WASHINGTON -- A good soldier left the U.S. Army this week after four decades of service. John Le Moyne fought in three wars and served from private to three-star general. He says the Army he's leaving is far better than the one he joined in 1964.

Le Moyne, who will turn 60 next month, was an adviser to the South Vietnamese Airborne and an infantry company commander in the U.S. Army's 25th Division in Vietnam. During a tour with the Joint Special Operations Command, he led the liaison teams attached to U.S. forces in Panama. He commanded a brigade in the 24th Infantry Division (Mechanized) in the 1991 Gulf War. His last job was in the Pentagon as chief of Army personnel and human resources.

Although he says there were good people and good units in the old Army, the draftee Army, Le Moyne said there was "a terrible, criminal waste of human potential. Because we were so inefficient, we spent an inordinate amount of time painting rocks and picking up pinecones."

He said today's volunteer Army has an educated, professional non-commissioned officer corps that's unmatched anywhere -- and that standards are light-years ahead of where they used to be.

Le Moyne said that although the Army today is stressed by deployments in Iraq, Afghanistan, the Balkans and more than 100 other countries, over the last four years it's achieved every goal in recruiting and retention.

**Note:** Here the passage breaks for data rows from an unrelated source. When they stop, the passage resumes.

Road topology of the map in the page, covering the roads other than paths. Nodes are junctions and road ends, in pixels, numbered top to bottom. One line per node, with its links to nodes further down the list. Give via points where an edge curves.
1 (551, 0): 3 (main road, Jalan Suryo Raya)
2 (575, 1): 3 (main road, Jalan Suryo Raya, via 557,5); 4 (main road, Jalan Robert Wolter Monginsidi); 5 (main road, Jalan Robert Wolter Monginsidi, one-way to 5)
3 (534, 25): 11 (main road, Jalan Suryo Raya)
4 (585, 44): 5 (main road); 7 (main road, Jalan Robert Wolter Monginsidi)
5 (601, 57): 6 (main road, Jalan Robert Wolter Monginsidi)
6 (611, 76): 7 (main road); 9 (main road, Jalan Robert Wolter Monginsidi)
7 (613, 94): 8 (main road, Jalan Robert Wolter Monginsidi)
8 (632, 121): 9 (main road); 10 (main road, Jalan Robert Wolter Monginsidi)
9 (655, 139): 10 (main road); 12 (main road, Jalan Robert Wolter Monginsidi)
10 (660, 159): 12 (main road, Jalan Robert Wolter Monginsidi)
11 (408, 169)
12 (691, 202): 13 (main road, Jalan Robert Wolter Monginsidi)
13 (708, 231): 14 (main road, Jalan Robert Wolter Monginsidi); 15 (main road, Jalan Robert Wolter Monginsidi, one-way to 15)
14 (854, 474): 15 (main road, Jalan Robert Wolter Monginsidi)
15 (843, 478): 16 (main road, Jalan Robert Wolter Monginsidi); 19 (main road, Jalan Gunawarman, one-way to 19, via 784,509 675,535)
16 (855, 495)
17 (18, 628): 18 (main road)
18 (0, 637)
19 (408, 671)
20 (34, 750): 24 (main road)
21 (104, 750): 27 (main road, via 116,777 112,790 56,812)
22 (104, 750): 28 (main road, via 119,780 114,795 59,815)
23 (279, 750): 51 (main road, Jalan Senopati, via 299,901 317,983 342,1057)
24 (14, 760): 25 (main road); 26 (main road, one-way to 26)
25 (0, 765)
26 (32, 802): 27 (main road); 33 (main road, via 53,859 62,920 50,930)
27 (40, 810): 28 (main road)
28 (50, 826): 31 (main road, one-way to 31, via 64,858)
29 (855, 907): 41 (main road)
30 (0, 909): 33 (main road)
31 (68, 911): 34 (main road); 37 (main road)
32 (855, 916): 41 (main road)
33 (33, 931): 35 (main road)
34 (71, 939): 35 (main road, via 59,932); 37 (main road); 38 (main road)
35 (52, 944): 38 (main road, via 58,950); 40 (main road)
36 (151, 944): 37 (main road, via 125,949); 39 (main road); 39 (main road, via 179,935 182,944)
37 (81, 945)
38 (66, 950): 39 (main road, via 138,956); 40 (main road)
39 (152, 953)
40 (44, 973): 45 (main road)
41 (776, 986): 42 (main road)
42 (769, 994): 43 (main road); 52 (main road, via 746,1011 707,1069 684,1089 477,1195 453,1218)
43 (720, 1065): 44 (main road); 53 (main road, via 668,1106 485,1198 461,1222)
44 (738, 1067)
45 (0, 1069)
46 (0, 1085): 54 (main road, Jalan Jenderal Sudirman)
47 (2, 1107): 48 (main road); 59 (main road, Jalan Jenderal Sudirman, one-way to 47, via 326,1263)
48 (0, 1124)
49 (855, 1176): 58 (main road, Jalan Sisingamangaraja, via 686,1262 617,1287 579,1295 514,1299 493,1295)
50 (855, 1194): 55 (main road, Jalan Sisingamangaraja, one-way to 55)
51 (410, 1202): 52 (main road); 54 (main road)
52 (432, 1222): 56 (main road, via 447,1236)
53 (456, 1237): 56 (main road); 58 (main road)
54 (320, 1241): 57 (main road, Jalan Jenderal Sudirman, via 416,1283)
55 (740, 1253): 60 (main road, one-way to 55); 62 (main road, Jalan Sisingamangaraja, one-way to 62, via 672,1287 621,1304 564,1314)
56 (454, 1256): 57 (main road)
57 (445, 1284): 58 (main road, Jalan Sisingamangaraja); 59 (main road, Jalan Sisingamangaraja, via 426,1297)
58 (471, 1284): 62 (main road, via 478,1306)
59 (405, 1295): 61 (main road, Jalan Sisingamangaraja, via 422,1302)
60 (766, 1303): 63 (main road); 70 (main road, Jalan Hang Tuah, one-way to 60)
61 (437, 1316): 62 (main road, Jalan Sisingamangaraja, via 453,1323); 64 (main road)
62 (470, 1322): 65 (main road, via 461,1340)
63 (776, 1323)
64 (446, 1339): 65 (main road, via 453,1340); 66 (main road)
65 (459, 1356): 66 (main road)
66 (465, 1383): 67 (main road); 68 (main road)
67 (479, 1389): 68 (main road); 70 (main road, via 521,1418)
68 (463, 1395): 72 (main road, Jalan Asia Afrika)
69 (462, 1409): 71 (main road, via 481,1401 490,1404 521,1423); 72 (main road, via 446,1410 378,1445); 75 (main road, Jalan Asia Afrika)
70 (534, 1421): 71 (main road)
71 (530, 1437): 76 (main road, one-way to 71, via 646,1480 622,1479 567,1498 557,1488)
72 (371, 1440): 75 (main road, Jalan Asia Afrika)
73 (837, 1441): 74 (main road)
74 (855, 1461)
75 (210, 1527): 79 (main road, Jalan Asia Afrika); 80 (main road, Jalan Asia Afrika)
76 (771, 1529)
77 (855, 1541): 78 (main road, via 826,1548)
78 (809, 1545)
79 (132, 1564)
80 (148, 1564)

He said 52 percent of soldiers re-enlist today, even though combat deployments are high. "Last year at this time, I was short a thousand officers. Now we are 1,800 officers over strength. We also are 20,000 soldiers over our authorized strength . ... Our infantry strength in the Army is 106 percent. What a problem I have as the Army's personnel officer!"

He said the Army Reserve met its recruiting goals this year, and the National Guard came close at 87 percent, even though the pool from which half their new recruits comes -- people leaving the active Army -- was closed for six months due to the Iraq war and orders that froze enlistments and retirements.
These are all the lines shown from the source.